Every line of the entries that holds the word "then" is to be copied.

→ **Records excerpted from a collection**
·····

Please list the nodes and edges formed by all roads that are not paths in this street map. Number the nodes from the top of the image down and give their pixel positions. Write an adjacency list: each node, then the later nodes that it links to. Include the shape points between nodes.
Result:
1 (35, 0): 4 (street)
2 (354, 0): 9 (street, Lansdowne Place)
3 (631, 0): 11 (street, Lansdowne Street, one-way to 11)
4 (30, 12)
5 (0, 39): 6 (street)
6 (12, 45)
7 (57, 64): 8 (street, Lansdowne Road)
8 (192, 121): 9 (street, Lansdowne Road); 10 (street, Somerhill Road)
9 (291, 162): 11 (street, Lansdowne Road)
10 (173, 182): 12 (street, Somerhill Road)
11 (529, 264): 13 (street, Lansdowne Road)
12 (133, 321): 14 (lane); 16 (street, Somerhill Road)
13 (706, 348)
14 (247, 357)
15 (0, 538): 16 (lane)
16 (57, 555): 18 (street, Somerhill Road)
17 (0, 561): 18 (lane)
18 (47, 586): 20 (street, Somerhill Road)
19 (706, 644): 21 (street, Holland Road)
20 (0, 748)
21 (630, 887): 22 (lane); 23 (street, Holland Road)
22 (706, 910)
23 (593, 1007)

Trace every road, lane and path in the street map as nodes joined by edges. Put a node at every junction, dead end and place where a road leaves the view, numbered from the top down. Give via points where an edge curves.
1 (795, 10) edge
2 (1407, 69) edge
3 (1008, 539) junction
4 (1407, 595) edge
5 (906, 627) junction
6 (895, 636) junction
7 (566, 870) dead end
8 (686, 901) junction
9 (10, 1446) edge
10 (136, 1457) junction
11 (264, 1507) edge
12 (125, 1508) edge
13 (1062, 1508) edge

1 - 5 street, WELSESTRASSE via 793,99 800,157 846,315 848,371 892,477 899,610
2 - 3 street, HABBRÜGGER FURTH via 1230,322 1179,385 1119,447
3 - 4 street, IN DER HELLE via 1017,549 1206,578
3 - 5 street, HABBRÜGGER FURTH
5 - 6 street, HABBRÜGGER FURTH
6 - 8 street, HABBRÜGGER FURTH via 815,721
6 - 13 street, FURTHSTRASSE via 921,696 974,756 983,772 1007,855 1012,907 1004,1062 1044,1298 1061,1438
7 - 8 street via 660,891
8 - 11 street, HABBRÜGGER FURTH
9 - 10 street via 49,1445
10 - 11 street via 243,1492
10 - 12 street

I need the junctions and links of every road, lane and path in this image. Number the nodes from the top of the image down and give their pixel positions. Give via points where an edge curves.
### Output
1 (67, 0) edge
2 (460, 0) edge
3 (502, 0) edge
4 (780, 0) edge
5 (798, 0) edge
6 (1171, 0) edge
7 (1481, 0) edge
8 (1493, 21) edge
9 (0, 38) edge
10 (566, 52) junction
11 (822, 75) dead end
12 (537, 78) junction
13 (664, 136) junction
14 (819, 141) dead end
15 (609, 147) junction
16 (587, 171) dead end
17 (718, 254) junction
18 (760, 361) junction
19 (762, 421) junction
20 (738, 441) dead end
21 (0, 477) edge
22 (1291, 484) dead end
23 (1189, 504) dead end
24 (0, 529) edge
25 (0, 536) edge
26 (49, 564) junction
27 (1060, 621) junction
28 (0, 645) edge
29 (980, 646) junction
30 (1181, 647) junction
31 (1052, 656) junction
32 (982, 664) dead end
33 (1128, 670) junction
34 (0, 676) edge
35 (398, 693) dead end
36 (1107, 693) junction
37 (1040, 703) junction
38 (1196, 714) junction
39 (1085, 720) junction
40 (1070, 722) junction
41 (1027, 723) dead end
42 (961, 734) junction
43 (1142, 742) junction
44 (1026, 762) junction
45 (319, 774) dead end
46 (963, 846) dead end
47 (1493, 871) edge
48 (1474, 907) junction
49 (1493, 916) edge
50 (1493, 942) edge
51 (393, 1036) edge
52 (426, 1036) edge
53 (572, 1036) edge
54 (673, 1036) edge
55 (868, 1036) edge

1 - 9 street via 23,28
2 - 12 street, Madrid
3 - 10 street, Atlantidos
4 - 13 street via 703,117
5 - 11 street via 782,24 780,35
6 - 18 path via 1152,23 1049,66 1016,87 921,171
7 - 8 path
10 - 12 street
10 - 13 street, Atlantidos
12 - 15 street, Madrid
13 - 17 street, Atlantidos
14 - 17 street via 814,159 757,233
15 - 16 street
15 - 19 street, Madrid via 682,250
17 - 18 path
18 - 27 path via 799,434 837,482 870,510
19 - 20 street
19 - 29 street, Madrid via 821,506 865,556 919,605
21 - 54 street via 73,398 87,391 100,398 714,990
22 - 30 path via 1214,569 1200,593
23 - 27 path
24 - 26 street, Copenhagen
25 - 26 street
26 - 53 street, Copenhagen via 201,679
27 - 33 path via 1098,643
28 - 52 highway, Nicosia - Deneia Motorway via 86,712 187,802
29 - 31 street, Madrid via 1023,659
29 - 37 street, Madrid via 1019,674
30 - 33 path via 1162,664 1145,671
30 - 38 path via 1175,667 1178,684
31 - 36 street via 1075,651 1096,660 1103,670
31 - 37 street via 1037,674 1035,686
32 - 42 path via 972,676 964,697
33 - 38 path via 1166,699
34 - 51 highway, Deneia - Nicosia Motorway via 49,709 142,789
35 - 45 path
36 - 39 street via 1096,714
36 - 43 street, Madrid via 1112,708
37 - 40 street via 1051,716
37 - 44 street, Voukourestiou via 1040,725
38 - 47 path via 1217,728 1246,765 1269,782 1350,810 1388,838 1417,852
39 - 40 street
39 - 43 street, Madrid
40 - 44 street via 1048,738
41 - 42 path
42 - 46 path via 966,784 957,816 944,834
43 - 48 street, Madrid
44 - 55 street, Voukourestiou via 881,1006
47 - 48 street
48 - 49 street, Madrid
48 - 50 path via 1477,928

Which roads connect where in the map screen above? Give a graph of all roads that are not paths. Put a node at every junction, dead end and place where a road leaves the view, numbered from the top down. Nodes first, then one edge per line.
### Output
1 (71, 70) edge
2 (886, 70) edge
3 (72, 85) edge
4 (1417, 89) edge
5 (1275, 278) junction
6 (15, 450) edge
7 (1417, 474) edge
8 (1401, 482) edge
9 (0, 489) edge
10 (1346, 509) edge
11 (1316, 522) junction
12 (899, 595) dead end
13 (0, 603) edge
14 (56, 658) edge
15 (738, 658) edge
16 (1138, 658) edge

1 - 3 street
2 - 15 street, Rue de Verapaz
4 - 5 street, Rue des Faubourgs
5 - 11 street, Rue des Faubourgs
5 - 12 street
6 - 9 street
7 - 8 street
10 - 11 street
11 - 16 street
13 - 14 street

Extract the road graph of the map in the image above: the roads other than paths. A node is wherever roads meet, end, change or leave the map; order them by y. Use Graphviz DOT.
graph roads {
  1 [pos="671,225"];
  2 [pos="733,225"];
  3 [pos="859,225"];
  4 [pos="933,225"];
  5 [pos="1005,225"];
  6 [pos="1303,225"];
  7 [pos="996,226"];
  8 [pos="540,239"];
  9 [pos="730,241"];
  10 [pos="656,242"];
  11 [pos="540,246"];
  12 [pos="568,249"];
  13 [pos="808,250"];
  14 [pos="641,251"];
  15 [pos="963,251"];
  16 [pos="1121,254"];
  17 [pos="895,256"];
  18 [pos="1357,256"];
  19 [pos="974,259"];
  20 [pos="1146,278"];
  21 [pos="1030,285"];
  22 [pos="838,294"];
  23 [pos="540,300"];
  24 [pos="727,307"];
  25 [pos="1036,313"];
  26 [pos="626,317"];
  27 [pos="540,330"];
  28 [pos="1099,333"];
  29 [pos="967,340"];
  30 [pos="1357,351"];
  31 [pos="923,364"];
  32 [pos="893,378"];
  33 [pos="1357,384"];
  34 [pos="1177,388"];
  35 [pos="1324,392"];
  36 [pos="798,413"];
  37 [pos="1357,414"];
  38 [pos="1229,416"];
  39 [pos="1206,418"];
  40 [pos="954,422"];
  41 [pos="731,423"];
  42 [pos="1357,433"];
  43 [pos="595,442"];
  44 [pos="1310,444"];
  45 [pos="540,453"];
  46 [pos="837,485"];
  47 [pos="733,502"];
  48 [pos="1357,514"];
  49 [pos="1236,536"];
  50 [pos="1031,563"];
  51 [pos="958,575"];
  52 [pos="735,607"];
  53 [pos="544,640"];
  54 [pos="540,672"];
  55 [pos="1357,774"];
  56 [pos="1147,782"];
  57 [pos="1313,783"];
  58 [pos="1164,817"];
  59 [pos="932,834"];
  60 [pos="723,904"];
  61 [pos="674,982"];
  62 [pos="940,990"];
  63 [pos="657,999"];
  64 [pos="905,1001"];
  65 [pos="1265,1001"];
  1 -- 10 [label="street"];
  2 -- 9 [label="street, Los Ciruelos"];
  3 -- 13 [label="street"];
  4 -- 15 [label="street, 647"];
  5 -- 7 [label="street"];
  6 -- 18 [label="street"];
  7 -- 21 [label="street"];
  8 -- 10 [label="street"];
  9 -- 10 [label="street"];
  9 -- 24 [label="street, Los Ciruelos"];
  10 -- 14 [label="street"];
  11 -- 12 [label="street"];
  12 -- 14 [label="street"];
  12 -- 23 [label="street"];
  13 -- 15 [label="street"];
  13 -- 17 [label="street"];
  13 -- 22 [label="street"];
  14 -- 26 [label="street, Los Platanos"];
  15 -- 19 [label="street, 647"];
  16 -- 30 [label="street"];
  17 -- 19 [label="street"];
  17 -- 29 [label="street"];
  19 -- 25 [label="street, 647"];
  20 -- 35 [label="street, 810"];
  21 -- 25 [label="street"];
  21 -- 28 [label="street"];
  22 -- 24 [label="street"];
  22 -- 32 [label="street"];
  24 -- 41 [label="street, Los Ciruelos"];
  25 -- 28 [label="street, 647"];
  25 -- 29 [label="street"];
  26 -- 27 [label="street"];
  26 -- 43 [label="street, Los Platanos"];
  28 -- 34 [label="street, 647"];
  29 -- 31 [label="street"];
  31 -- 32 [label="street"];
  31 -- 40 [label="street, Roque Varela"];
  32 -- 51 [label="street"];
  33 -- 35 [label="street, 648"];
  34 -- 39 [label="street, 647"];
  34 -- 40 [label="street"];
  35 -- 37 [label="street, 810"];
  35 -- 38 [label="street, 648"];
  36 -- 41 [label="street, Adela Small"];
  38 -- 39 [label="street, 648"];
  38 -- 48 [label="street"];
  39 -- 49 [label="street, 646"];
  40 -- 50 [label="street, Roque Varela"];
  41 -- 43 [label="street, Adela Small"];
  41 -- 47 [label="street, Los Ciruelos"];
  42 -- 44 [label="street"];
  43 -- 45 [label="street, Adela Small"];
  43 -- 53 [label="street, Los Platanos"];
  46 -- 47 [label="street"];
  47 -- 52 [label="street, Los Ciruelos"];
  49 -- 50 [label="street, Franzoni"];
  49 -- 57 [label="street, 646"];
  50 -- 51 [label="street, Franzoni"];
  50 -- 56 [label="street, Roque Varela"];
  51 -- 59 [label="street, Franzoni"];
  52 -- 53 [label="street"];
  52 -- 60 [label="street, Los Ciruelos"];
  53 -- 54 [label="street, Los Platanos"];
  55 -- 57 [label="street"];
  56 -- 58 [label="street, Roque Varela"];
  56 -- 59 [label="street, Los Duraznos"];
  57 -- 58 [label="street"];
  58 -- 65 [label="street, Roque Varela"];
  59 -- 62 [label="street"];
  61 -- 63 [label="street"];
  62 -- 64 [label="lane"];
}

·····

→ **EXERCISE OUTPUT**
Please list the nodes and edges formed by all roads that are not paths in this street map. Number the nodes from the top of the image down and give their pixel positions. Write an adjacency list: each node, then the later nodes that it links to. Include the shape points between nodes.
Which roads connect where in the map screen above? Give a graph of all roads that are not paths. Put a node at every junction, dead end and place where a road leaves the view, numbered from the top down. Nodes first, then one edge per line.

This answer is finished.